We can call them principles because they can be understood as propositions guiding the minds in question. In layman's terms, we might express the pleasure-pain principle as something like "pleasure is good and pain is bad," even though animals aren't conscious of it as a proposition.
The Principle of Conviction
The ability to think means the ability to make inferences.
Relevant to that is an undeniable truth: psychologically, you can make an inference only from something you believe is true. Put differently, you can't believe in one thing based on something you disagree with or aren't sure of. Suppose someone is asked why they think Santa Claus exists and they respond "because there are presents under the Christmas tree."
1. There are presents under the Christmas tree.

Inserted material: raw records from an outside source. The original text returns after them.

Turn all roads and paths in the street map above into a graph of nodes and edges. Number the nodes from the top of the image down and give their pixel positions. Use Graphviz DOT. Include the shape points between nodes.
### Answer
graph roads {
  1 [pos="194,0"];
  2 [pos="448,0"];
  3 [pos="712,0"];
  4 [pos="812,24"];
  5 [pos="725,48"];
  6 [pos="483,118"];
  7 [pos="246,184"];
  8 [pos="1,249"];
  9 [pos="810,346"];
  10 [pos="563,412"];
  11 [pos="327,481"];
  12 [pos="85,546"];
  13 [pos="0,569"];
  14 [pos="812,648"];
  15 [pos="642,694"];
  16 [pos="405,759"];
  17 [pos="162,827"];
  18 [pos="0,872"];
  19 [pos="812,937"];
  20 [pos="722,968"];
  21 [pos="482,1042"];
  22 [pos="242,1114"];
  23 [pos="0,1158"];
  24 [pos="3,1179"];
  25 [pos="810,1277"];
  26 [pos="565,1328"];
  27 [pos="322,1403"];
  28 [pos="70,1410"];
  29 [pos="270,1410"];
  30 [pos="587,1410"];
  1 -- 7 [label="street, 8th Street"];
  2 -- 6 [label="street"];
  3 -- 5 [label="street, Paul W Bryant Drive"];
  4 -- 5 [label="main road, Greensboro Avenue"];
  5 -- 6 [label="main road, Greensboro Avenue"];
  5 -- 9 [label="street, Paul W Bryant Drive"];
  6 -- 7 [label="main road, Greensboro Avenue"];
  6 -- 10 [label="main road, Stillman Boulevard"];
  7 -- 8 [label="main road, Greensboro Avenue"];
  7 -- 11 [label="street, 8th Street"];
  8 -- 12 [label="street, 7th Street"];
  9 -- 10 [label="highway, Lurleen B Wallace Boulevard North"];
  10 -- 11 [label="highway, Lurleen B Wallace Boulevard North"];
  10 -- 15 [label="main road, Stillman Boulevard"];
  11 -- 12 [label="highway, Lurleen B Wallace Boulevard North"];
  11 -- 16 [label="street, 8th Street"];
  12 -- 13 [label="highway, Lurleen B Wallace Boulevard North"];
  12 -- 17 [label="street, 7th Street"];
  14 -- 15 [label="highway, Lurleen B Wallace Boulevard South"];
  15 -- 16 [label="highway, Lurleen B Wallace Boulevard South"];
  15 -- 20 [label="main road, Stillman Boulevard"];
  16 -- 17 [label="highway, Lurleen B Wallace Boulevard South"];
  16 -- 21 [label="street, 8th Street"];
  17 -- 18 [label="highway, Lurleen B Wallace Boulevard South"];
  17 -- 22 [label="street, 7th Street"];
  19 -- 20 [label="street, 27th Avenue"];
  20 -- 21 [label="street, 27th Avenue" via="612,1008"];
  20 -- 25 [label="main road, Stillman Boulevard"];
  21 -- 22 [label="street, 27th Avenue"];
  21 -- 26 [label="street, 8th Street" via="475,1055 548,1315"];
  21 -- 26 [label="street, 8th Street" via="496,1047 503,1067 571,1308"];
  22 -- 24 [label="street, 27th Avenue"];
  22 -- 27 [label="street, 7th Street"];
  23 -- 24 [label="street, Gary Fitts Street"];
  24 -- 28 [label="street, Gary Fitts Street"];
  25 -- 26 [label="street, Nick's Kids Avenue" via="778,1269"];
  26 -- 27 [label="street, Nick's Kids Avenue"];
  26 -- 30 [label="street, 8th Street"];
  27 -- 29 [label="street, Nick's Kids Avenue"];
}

2. Therefore, Santa exists.
The necessary assumption in that argument is that Santa is the one putting the presents under the tree. It would be unintelligible how someone could reach the conclusion above and deny, or be unsure of, the implicit premise that Santa is responsible for the presents being there. Or, even more to the point, they couldn't reach their conclusion and not believe that there were really presents under the tree. They would have to believe that the presents weren't a mirage or a hoax of some type, but truly presents -- the kinds of things Santa deals with. (According to mythology, Santa doesn't trick us with fake or mirage presents when we've been naughty; he just doesn't give us presents.)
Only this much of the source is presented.